━━━━━ Data supplied ━━━━━

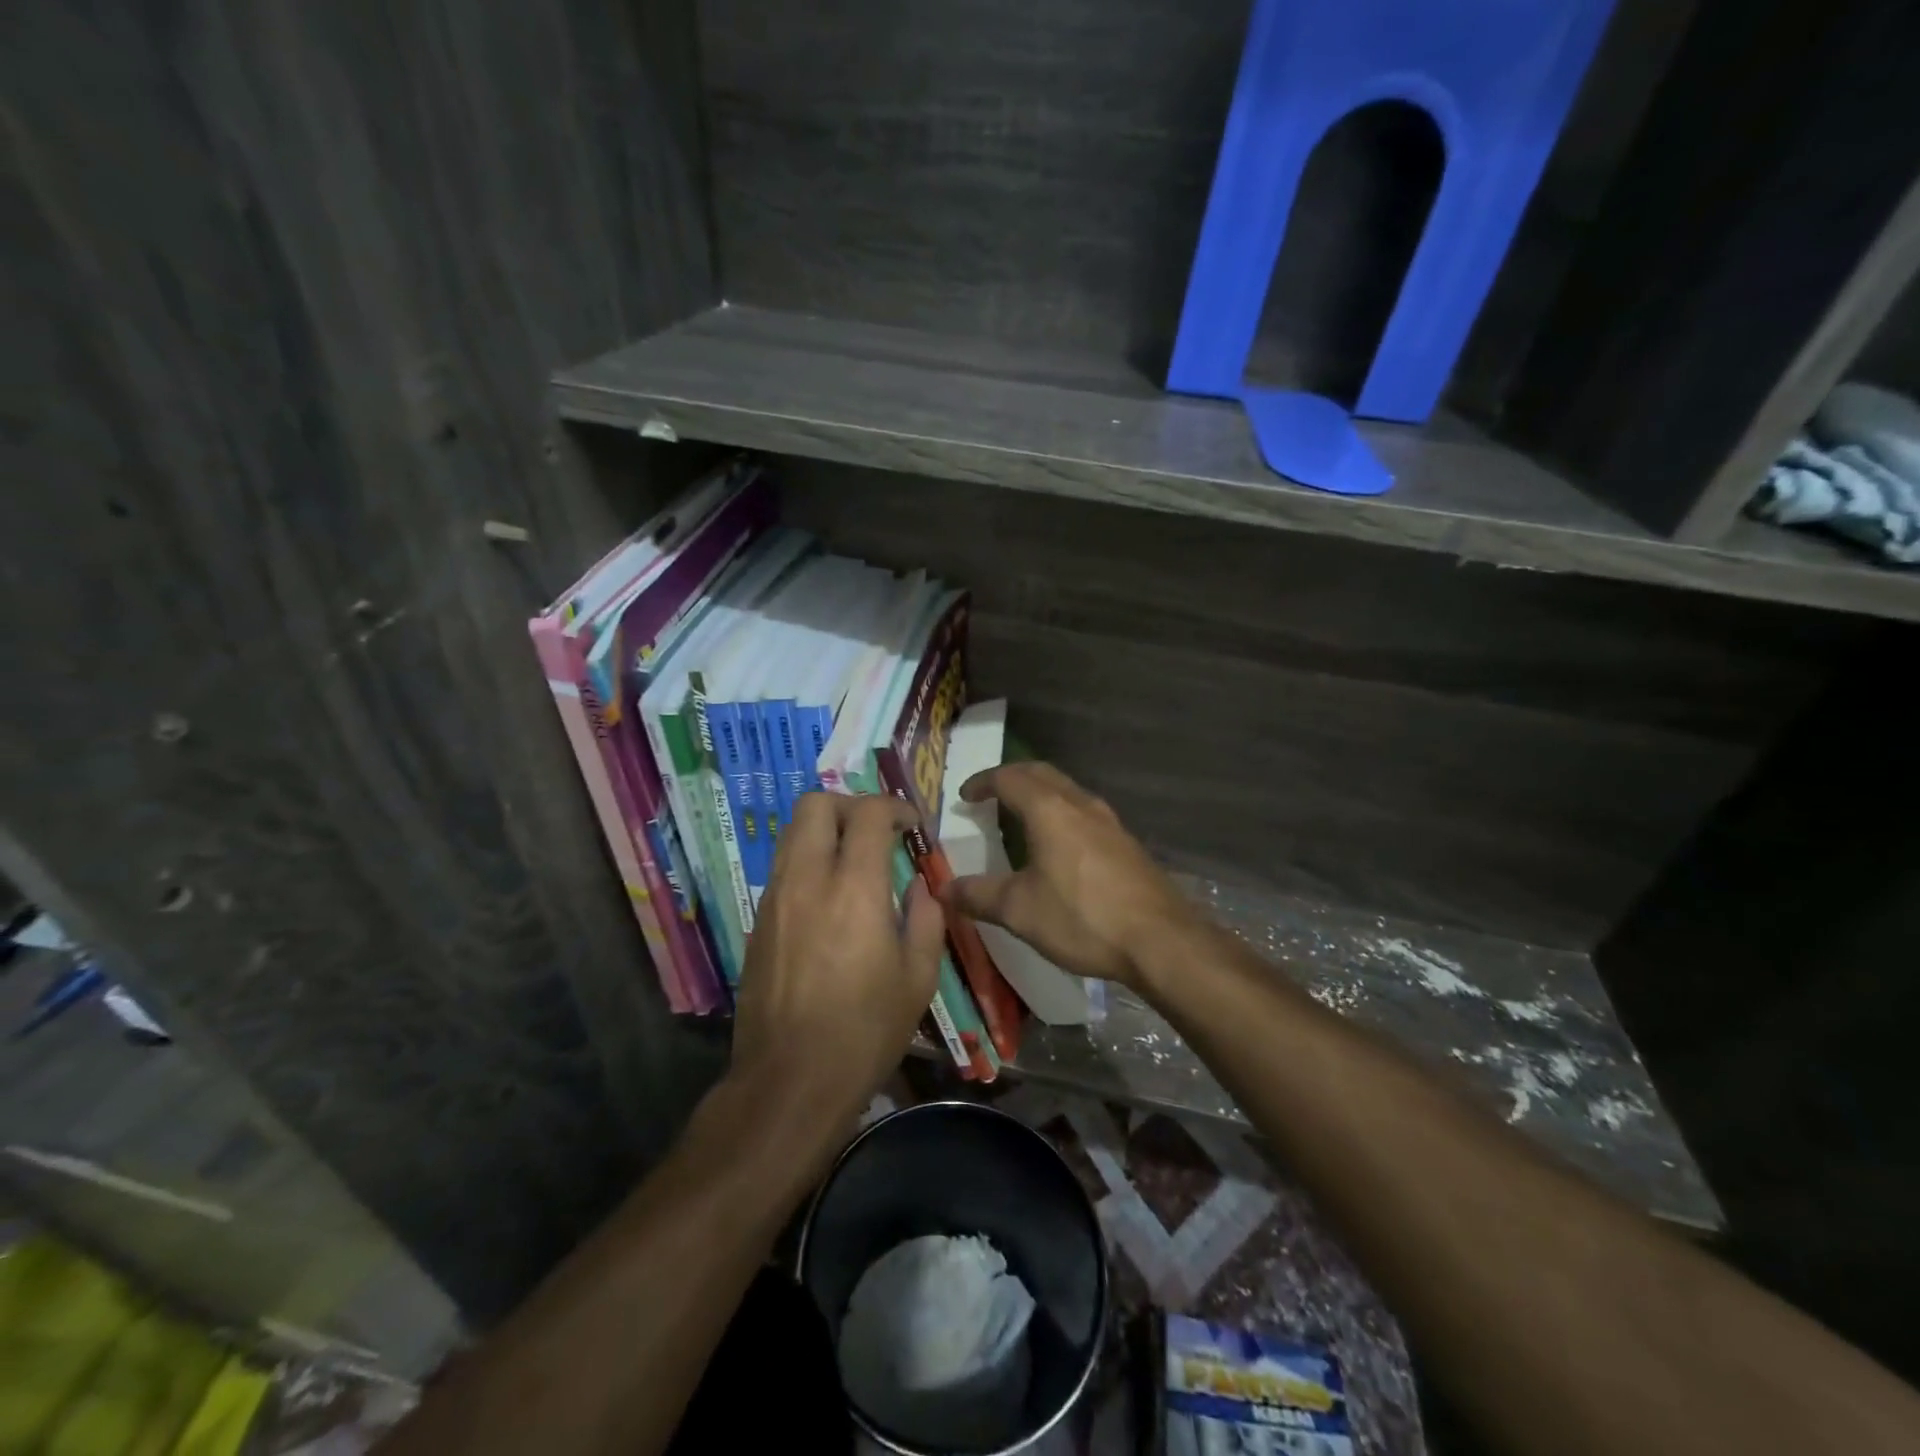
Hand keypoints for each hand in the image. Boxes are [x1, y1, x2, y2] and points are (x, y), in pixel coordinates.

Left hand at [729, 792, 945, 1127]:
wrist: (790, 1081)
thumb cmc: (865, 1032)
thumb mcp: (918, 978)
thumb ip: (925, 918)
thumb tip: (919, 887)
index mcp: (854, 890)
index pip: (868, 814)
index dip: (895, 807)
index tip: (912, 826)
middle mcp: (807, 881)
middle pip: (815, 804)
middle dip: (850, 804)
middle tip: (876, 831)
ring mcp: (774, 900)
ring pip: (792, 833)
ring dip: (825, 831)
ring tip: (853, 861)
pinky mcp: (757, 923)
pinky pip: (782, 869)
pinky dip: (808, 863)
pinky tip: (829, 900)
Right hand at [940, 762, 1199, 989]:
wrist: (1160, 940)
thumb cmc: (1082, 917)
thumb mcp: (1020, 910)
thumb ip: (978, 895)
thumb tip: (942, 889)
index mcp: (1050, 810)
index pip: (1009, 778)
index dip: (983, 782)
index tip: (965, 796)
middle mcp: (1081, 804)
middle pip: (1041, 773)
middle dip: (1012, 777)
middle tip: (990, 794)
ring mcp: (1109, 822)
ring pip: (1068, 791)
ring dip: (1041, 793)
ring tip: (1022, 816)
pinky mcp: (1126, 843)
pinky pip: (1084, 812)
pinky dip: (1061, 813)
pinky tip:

━━━━━

■ **What is needed**: Go through the entries above and report each line with the string "hand" in it.

■ **Result of the exercise**:
Hand keypoints for each hand in the image. Boxes are [x1, y1, x2, y2] and points are (x, y), in pixel coordinates.
Left hand at [729, 792, 945, 1127]:
Right hand at [940, 762, 1199, 989]:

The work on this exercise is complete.